Babbu the Painter, also known as Babneet Lahkesar, combines classical features of traditional Indian art with pop art to explore the issues of gender politics within South Asian society. From her iconic “Bakwaas” series, which has featured in fashion collaborations, such as The Babbu x Kapadé Project, to her contemporary take on the “Aunty Next Door”, Babbu the Painter’s work confronts the conventional norms within South Asian communities. She cites 19th century India as her influence, as her goal has always been to bring traditional Indian art back to life in a contemporary sense and get a fine balance of the two.
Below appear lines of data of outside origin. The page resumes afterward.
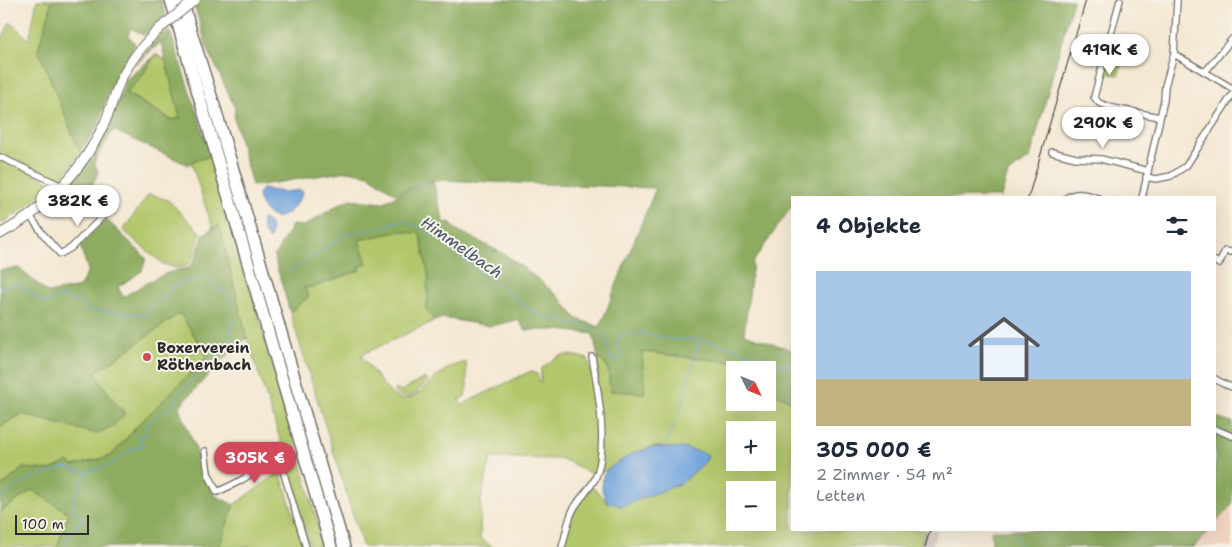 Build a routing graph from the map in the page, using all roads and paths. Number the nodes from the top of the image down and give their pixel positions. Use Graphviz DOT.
graph roads {
  1 [pos="171,0"];
  2 [pos="182,0"];
  3 [pos="195,0"];
  4 [pos="1120,0"];
  5 [pos="1177,0"];
  6 [pos="1232,40"];
  7 [pos="1174,54"];
  8 [pos="1205,72"];
  9 [pos="1232,88"];
  10 [pos="1232,95"];
  11 [pos="1160,117"];
  12 [pos="1052,152"];
  13 [pos="0,157"];
  14 [pos="1147,174"];
  15 [pos="62,186"];
  16 [pos="1070,196"];
  17 [pos="1090,196"];
  18 [pos="1142,196"];
  19 [pos="106,214"];
  20 [pos="30,216"];
  21 [pos="0,234"];
  22 [pos="1232,252"];
  23 [pos="1216,262"];
  24 [pos="592,357"];
  25 [pos="1216,380"];
  26 [pos="1232,387"];
  27 [pos="1216,429"];
  28 [pos="1232,436"];
  29 [pos="205,451"];
  30 [pos="306,547"];
  31 [pos="331,547"];
  32 [pos="344,547"];
  33 [pos="562,547"];
  1 -- 31 [label="highway"];
  2 -- 32 [label="highway"];
  3 -- 15 [label="street, bridge"];
  4 -- 11 [label="street"];
  5 -- 7 [label="street"];
  6 -- 8 [label="street"];
  7 -- 8 [label="street"];
  7 -- 11 [label="street"];
  8 -- 9 [label="street"];
  10 -- 14 [label="street"];
  11 -- 14 [label="street"];
  12 -- 14 [label="street"];
  13 -- 15 [label="street"];
  14 -- 18 [label="street"];
  15 -- 20 [label="street"];
  16 -- 17 [label="street"];
  19 -- 20 [label="street"];
  20 -- 21 [label="street"];
  22 -- 23 [label="street"];
  24 -- 33 [label="street"];
  25 -- 26 [label="street"];
  27 -- 28 [label="street"];
  29 -- 30 [label="street"];
}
As Desi artists, the pair have spoken more widely about the underrepresentation of Desis, as well as people of colour, in the arts. Babbu the Painter comments, “it’s always something that, when you walk into a gallery, you never see a person of colour on a canvas. For centuries and decades, it’s always been a white male or a white female. But now, it’s like characters that are people of colour, and the artwork is by women of colour.”
Traditionally, South Asian children are pushed towards the STEM (Science, Technology, Engineering and Mathematics) subjects, to study at higher education, whilst the humanities and arts are treated as “useless” and “dishonourable” subjects. HateCopy and Babbu the Painter have cited the importance of bringing arts into conversation, more positively among Desi culture: “The more you discuss it, the more you talk about it, the more in tune you become with the art. When that comes from Desi people in the media, it’s even better for the community to thrive in that area. We want other Desis to pick up the arts, even as a hobby, and treat it with a little more respect.”
HateCopy has become an influential figure in the Indian community over the past year, through her comic and relatable depiction of the life of first generation Indians living in the west in her artwork. She has gained a following of almost 60,000 followers on Instagram, with her identifiable phrases such as “Trust no Aunty”, “We’re not having a daughter” and “Our Beti is an artist? It’s all your fault!”, that mirror the cultural stigmas faced by women and girls of the South Asian Diaspora.
The pieces in the exhibition reflect the experiences of women and girls in Indian culture, who are often taught to aspire to marriage above education and other accomplishments. To quote the pair, “we are told to ‘settle down’ with a rich, fair skinned doctor chosen by our mothers and our aunties.” The exhibition seeks to allow people of the South Asian community to be more open with our emotions and feelings when it comes to weddings and to look at our culture through a lens of inclusivity. For Desis, and people of colour alike, it can feel intimidating to walk into an art gallery and feel excluded, and uncomfortable in a space mostly occupied by non-Desis.
Furthermore, Babbu and HateCopy have expressed the importance for members of the Desi community to leave behind the negative stigma around the arts and embrace it, “art is supposed to add to the culture, it’s supposed to make you think and talk.” The pair have also stated their hopes for Desi parents to encourage their children to be a “doctor, lawyer, engineer or artist”.